▶ **Task requirements**:
Print each entry word for word.

▶ **Records for the task**:

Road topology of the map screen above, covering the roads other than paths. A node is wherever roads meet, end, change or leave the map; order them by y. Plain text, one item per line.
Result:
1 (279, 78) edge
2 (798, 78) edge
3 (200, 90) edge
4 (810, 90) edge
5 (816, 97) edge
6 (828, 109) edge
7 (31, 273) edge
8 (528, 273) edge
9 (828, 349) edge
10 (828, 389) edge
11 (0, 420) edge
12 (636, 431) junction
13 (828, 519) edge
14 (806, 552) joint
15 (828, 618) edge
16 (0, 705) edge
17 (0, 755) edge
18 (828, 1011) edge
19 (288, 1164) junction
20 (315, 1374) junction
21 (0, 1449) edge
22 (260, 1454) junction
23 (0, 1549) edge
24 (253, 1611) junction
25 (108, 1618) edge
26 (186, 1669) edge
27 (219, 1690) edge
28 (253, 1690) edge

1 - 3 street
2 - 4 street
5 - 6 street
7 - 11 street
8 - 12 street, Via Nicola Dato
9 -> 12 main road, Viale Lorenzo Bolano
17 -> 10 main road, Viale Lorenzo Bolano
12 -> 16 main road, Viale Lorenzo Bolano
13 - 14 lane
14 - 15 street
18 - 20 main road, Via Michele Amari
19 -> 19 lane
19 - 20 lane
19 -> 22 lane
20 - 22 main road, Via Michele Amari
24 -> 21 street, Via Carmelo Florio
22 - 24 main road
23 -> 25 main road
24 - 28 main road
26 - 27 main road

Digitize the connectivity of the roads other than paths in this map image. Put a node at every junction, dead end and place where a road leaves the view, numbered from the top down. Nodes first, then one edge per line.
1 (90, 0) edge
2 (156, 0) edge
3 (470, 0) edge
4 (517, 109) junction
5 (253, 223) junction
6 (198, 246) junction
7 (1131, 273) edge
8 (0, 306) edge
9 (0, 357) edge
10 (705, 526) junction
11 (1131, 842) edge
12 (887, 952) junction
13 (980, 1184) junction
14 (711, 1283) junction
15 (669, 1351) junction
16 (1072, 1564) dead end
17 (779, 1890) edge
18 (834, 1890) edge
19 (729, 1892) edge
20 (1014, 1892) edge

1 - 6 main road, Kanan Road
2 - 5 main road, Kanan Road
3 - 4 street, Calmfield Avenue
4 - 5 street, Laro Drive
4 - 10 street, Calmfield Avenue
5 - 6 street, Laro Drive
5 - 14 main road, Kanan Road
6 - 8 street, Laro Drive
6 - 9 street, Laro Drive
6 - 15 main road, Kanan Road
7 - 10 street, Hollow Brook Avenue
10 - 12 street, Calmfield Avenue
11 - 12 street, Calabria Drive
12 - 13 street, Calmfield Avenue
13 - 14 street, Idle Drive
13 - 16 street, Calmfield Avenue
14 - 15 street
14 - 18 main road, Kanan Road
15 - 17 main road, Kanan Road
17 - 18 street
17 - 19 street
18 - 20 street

▶ **Exercise result**:
Road topology of the map screen above, covering the roads other than paths. A node is wherever roads meet, end, change or leave the map; order them by y. Plain text, one item per line.
Result:
1 (279, 78) edge
2 (798, 78) edge
3 (200, 90) edge
4 (810, 90) edge
5 (816, 97) edge
6 (828, 109) edge
7 (31, 273) edge
8 (528, 273) edge
9 (828, 349) edge
10 (828, 389) edge
11 (0, 420) edge
12 (636, 431) junction
13 (828, 519) edge
14 (806, 552) joint
15 (828, 618) edge
16 (0, 705) edge
17 (0, 755) edge
18 (828, 1011) edge
19 (288, 1164) junction
20 (315, 1374) junction
21 (0, 1449) edge
22 (260, 1454) junction
23 (0, 1549) edge
24 (253, 1611) junction
25 (108, 1618) edge
26 (186, 1669) edge
27 (219, 1690) edge
28 (253, 1690) edge

1 - 3 street
2 - 4 street
5 - 6 street
7 - 11 street
8 - 12 street, Via Nicola Dato
9 -> 12 main road, Viale Lorenzo Bolano
17 -> 10 main road, Viale Lorenzo Bolano
12 -> 16 main road, Viale Lorenzo Bolano
13 - 14 lane
14 - 15 street
18 - 20 main road, Via Michele Amari
19 -> 19 lane
19 - 20 lane
19 -> 22 lane
20 - 22 main road, Via Michele Amari
24 -> 21 street, Via Carmelo Florio
22 - 24 main road
23 -> 25 main road
24 - 28 main road
26 - 27 main road

Digitize the connectivity of the roads other than paths in this map image. Put a node at every junction, dead end and place where a road leaves the view, numbered from the top down. Nodes first, then one edge per line.
1 (90, 0) edge
2 (156, 0) edge
3 (470, 0) edge
4 (517, 109) junction
5 (253, 223) junction
6 (198, 246) junction
7 (1131, 273) edge
8 (0, 306) edge
9 (0, 357) edge
10 (705, 526) junction
11 (1131, 842) edge
12 (887, 952) junction
13 (980, 1184) junction
14 (711, 1283) junction
15 (669, 1351) junction
16 (1072, 1564) dead end
17 (779, 1890) edge
18 (834, 1890) edge
19 (729, 1892) edge
20 (1014, 1892) edge

1 - 6 main road, Kanan Road
2 - 5 main road, Kanan Road
3 - 4 street, Calmfield Avenue
4 - 5 street, Laro Drive
4 - 10 street, Calmfield Avenue
5 - 6 street, Laro Drive
5 - 14 main road, Kanan Road
6 - 8 street, Laro Drive
6 - 9 street, Laro Drive
6 - 15 main road, Kanan Road
7 - 10 street, Hollow Brook Avenue
10 - 12 street, Calmfield Avenue
11 - 12 street, Calabria Drive
12 - 13 street, Calmfield Avenue
13 - 14 street, Idle Drive
13 - 16 street, Calmfield Avenue
14 - 15 street
14 - 18 main road, Kanan Road
15 - 17 main road, Kanan Road
17 - 18 street
17 - 19 street
18 - 20 street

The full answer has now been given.